The Annan Plan submitted in the fall of 2002 by the UN Secretary General Kofi Annan for negotiations for the settlement of the Cyprus problem is a more complicated version of the 1959-1960 London-Zurich agreements imposed on the Greek Cypriots by the British during the Cold War.

As currently written the Annan Plan is undemocratic and unworkable and needs serious changes in the interests of the U.S. as well as those of Cyprus, the UN and the European Union (EU). It also violates key UN resolutions and the EU’s democratic norms andacquis communautaire.

As I am informed, the British had the primary influence in drafting the proposal, with U.S. acquiescence. The Annan Plan perpetuates the undemocratic features and ethnic divisions of the London-Zurich agreements. The Cold War is over yet the British continue their policy of setting one ethnic group off against another.

The Annan Plan is harmful to U.S. efforts to build democratic institutions in Iraq.

The U.S. should in its own best interests be the champion of democratic norms throughout the world, not obvious undemocratic constitutions like the one proposed.

The U.S. should support changes in the Annan Plan to make it democratic, viable and just.

The Annan Plan brings no credit to the UN. It would foster division and strife. Secretary-General Annan himself should seek changes in the plan in the interests of the UN to have a democratic and viable plan.

The proposal is undemocratic.

The parliamentary system under the Annan Plan creates a minority veto for the 18% Turkish Cypriot minority. The following key legislative matters among others would be subject to the Turkish Cypriot veto:

  1. Adoption of laws concerning taxation, citizenship and immigration;
  2. Approval of the budget; and
  3. Election of the Presidential Council.

This arrangement is clearly undemocratic, a recipe for stalemate and harmful to all Cypriots.

The minority veto is also present in the Presidential Council which exercises the executive power of the component state. Political paralysis in the exercise of executive power will be the result of this arrangement.

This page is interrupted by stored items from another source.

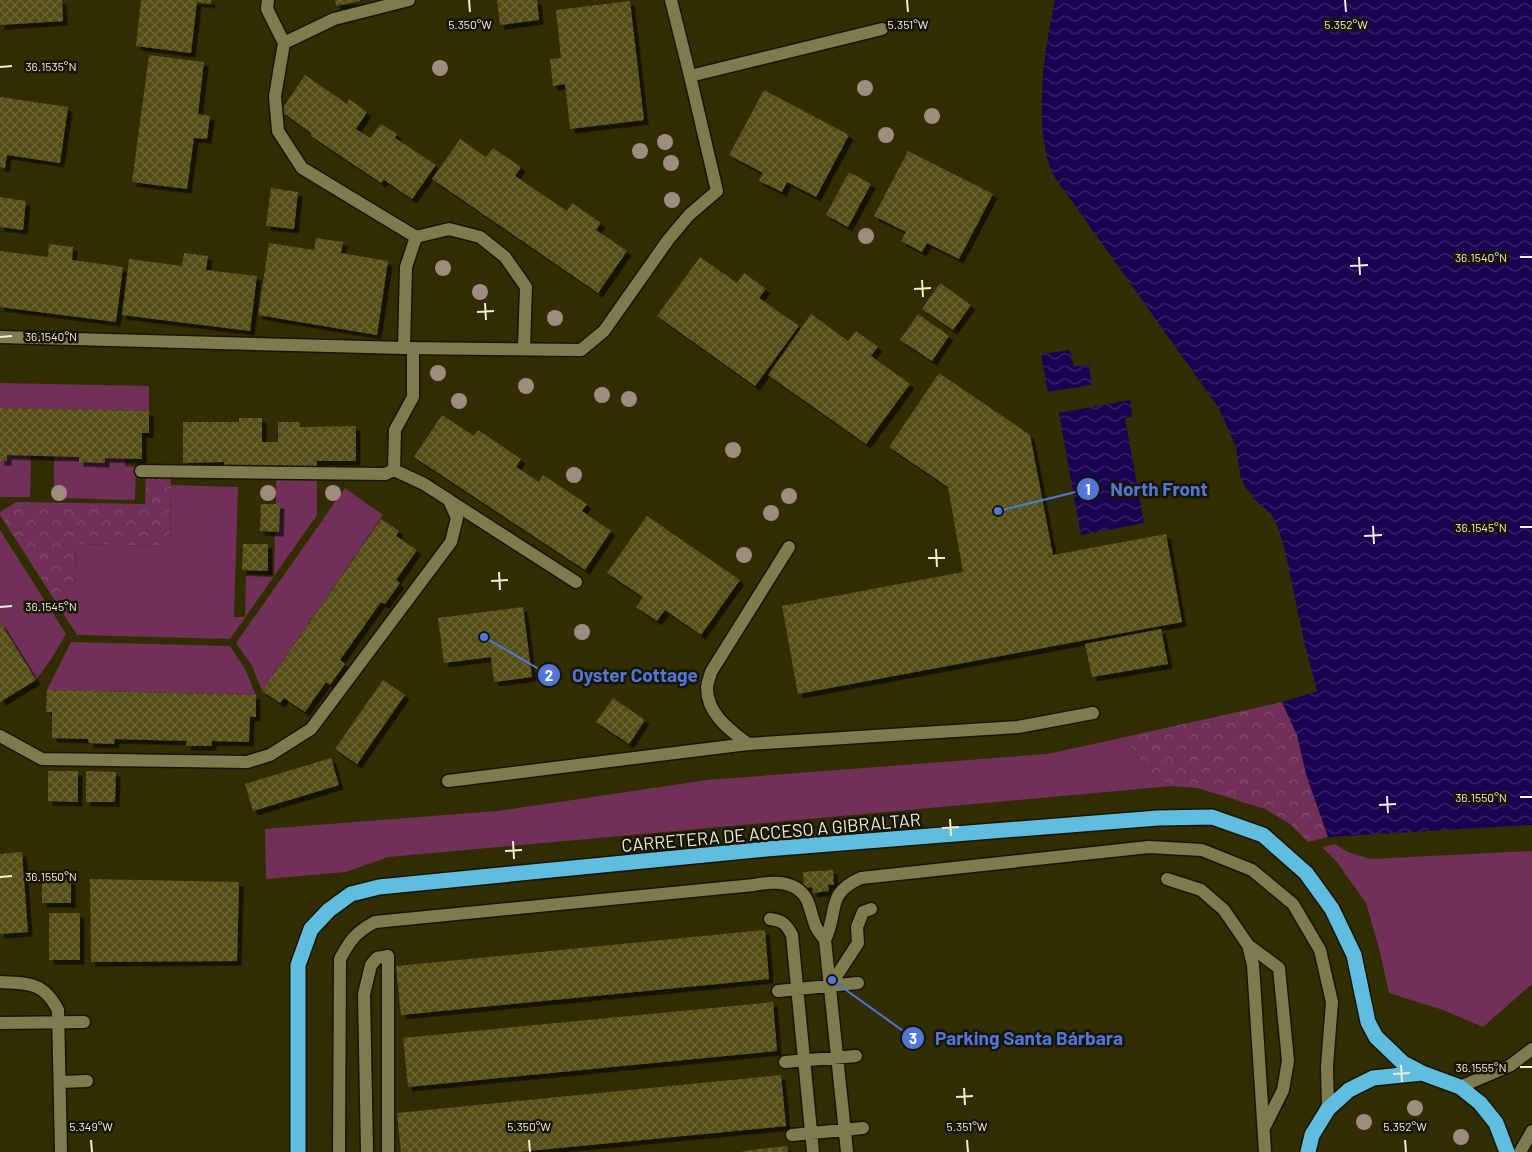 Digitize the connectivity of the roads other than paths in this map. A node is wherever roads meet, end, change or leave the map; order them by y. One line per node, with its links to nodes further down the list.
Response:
1 (268, 0): 5 (street)
2 (409, 0): 5 (street)
3 (671, 0): 6 (street)
4 (882, 29): 6 (street)
5 (284, 43): 7 (street)
6 (690, 76): 10 (street)
7 (416, 237): 9 (street); 10 (street)
8 (0, 337): 9 (street)
9 (408, 348): 10 (street); 11 (street)
10 (524, 348)
11 (394, 470): 12 (street); 13 (street)
12 (141, 471)
13 (450, 500): 15 (street); 17 (street)
14 (789, 547): 18 (street)
15 (576, 582)
16 (1093, 713): 18 (street)
17 (0, 736)
18 (748, 744): 19 (street)
19 (448, 781)
20 (1166, 879): 24 (street)
21 (871, 909): 27 (street)
22 (770, 919): 28 (street)
23 (825, 940): 27 (street); 42 (street); 51 (street)
24 (1248, 944): 44 (street); 44 (street)
25 (0, 982): 30 (street)
26 (858, 983): 27 (street)
27 (830, 986): 28 (street); 35 (street)
28 (797, 989): 29 (street); 36 (street)
29 (778, 991)
30 (60, 1022): 31 (street); 32 (street); 40 (street)
31 (84, 1022)
32 (0, 1023)
33 (1532, 1049): 41 (street)
34 (856, 1056): 35 (street)
35 (837, 1057): 36 (street); 45 (street)
36 (804, 1061): 37 (street); 47 (street)
37 (785, 1062)
38 (1422, 1073): 41 (highway); 42 (highway); 50 (highway, CARRETERA DE ACCESO A GIBRALTAR)
39 (87, 1081): 40 (street)
40 (60, 1082): 49 (street)
41 (1460, 1087): 58 (highway)
42 (1328, 1109): 57 (highway)
43 (863, 1128): 45 (street)
44 (1264, 1128): 56 (street)
45 (845, 1130): 47 (street); 55 (street)
46 (1532, 1131): 59 (street)
47 (811, 1133): 48 (street); 54 (street)
48 (792, 1135)
49 (62, 1152)
50 (298, 1152)
51 (339, 1152)
52 (367, 1152): 53 (street)
53 (388, 1152)
54 (813, 1152)
55 (847, 1152)
56 (1265, 1152)
57 (1308, 1152)
58 (1507, 1152)
59 (1520, 1152)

The Annan Plan vetoes exceed the minority vetoes of the London-Zurich 1959-1960 agreements, which vetoes led to the breakdown of the Cyprus constitution. A minority veto is undemocratic and repugnant to core U.S. values.

Is the U.S. prepared to propose the Annan Plan’s minority veto provisions for the 20 percent Kurdish minority of 15 million in Turkey? Is Turkey prepared to give its Kurdish minority rights it seeks for the Turkish Cypriots? What about the Arab minority in Israel, Turks in Bulgaria, Albanians in FYROM, Greeks in Albania and minorities in Africa, Asia and North and South America?

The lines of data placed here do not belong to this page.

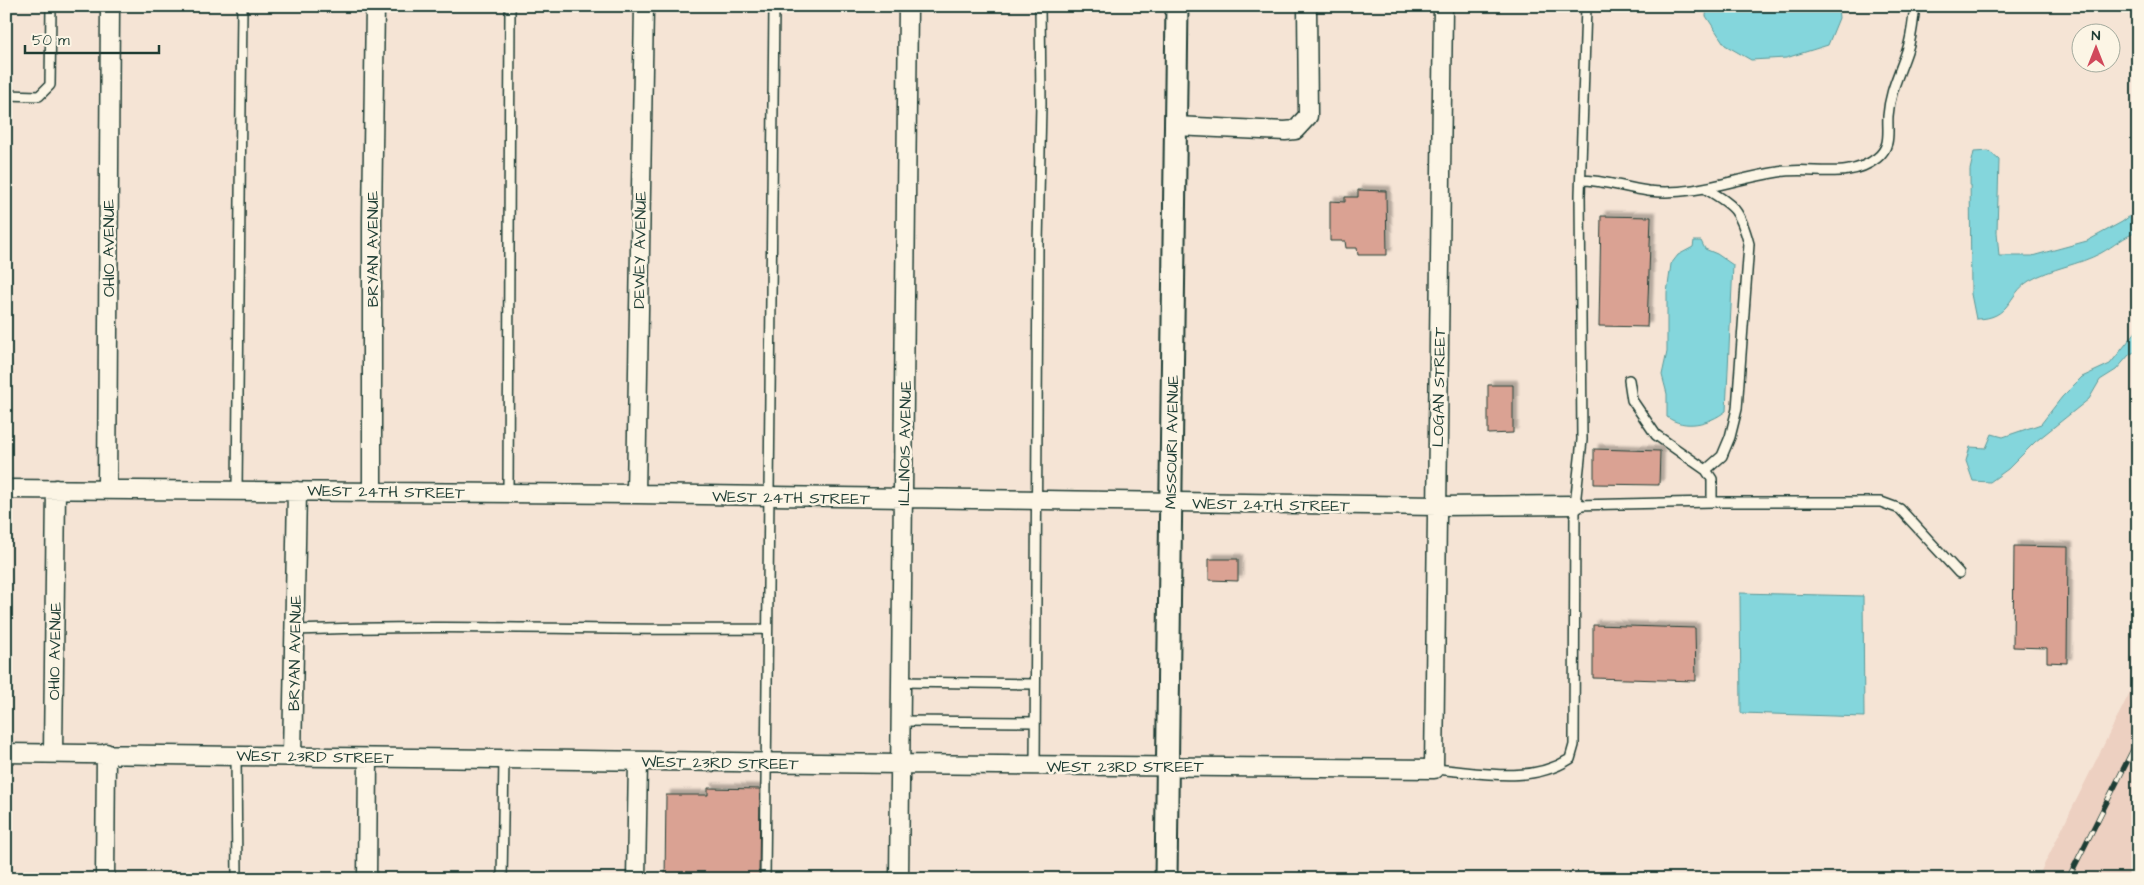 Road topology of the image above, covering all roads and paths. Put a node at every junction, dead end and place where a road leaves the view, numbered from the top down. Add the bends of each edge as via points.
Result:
1 (51, 6) edge
2 (110, 6) edge
3 (242, 6) edge
4 (375, 6) edge
5 (510, 6) edge
6 (644, 6) edge
7 (774, 6) edge
8 (908, 6) edge
9 (1040, 6) edge
10 (1177, 6) edge
11 (1307, 6) edge
12 (1443, 6) edge
13 (1586, 6) edge
14 (1915, 6) edge
15 (6, 95) edge
16 (1175, 126) junction
17 (1581, 180) junction
18 (1706, 189) junction
19 (1629, 380) dead end
20 (1706, 470) junction
21 (6, 489) edge
22 (56, 489) junction
23 (107, 489) junction
24 (237, 490) junction
25 (297, 490) junction
26 (372, 491) junction
27 (508, 493) junction
28 (636, 494) junction
29 (768, 496) junction
30 (903, 499) junction
31 (1036, 500) junction
32 (1170, 502) junction
33 (1712, 502) junction
34 (1437, 506) junction
35 (1576, 506) junction
36 (1959, 574) dead end
37 (767, 629) junction
38 (295, 630) junction
39 (901, 682) junction
40 (1036, 684) junction
41 (901, 721) junction
42 (1035, 722) junction
43 (6, 753) edge
44 (53, 753) junction
45 (106, 753) junction
46 (236, 755) junction
47 (292, 756) junction
48 (368, 758) junction
49 (504, 759) junction
50 (638, 761) junction
51 (766, 763) junction
52 (901, 764) junction
53 (1035, 766) junction
54 (1167, 767) junction
55 (1434, 769) junction
56 (105, 879) edge
57 (237, 879) edge
58 (367, 879) edge
59 (502, 879) edge
60 (636, 879) edge
61 (765, 879) edge
62 (900, 879) edge
63 (1166, 879) edge

1 - 15 lane via 50,85 40,96
2 - 23 street, OHIO AVENUE
3 - 24 lane
4 - 26 street, BRYAN AVENUE
5 - 27 lane
6 - 28 street, DEWEY AVENUE
7 - 29 lane
8 - 30 street, ILLINOIS AVENUE
9 - 31 lane
10 - 16 street, MISSOURI AVENUE
11 - 16 street via 1308,116 1295,130
12 - 34 street, LOGAN STREET
13 - 17 lane
14 - 18 lane via 1908,49 1890,94 1889,139 1879,157 1858,168 1835,172 1780,171
16 - 32 street, MISSOURI AVENUE
17 - 18 lane via 1647,191
17 - 35 lane via 1582,440
18 - 20 lane via 1731,204 1744,223 1749,244 1738,409 1722,456
19 - 20 lane via 1632,400 1656,435
20 - 33 lane via 1712,479
21 - 22 street, WEST 24TH STREET
22 - 23 street, WEST 24TH STREET
22 - 44 street, OHIO AVENUE
23 - 24 street, WEST 24TH STREET
24 - 25 street, WEST 24TH STREET
25 - 26 street, WEST 24TH STREET
25 - 38 street, BRYAN AVENUE
26 - 27 street, WEST 24TH STREET
27 - 28 street, WEST 24TH STREET
28 - 29 street, WEST 24TH STREET
29 - 30 street, WEST 24TH STREET
29 - 37 lane
30 - 31 street, WEST 24TH STREET
30 - 39 street, ILLINOIS AVENUE
31 - 32 street, WEST 24TH STREET
31 - 40 lane
32 - 34 street, WEST 24TH STREET
32 - 54 street, MISSOURI AVENUE
33 - 35 lane
33 - 36 lane via 1881,502 1892,505 1900,509
34 - 35 street, WEST 24TH STREET
34 - 55 street, LOGAN STREET
35 - 55 lane via 1574,745 1570,759 1555,769 1522,776
37 - 38 lane via 412,627
37 - 51 lane
38 - 47 street, BRYAN AVENUE
39 - 40 lane
39 - 41 street, ILLINOIS AVENUE
40 - 42 lane
41 - 42 lane
41 - 52 street, ILLINOIS AVENUE
42 - 53 lane
43 - 44 street, WEST 23RD STREET
44 - 45 street, WEST 23RD STREET
45 - 46 street, WEST 23RD STREET
45 - 56 street
46 - 47 street, WEST 23RD STREET
46 - 57 lane
47 - 48 street, WEST 23RD STREET
48 - 49 street, WEST 23RD STREET
48 - 58 street
49 - 50 street, WEST 23RD STREET
49 - 59 lane
50 - 51 street, WEST 23RD STREET
50 - 60 street
51 - 52 street, WEST 23RD STREET
51 - 61 lane
52 - 53 street, WEST 23RD STREET
52 - 62 street, ILLINOIS AVENUE
53 - 54 street, WEST 23RD STREET
54 - 55 street, WEST 23RD STREET
54 - 63 street, MISSOURI AVENUE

The U.S. position in support of the British maneuvered Annan Plan is, frankly, an embarrassment to our foreign policy. Rather than supporting undemocratic norms, the U.S. should promote with consistency and vigor the democratic policy espoused for Cyprus by Vice President George H.W. Bush on July 6, 1988:

"We seek for Cyprus a constitutional democracy based on majority rule, the rule of law, and the protection of minority rights.

"The proposal is unworkable.

It is useful to recall that the State Department’s Bureau of Intelligence and Research called the 1959-1960 London-Zurich agreements dysfunctional. It accurately predicted the problem areas. The Annan Plan is even more complicated and creates conditions for continuous squabbling, disagreements and deadlock.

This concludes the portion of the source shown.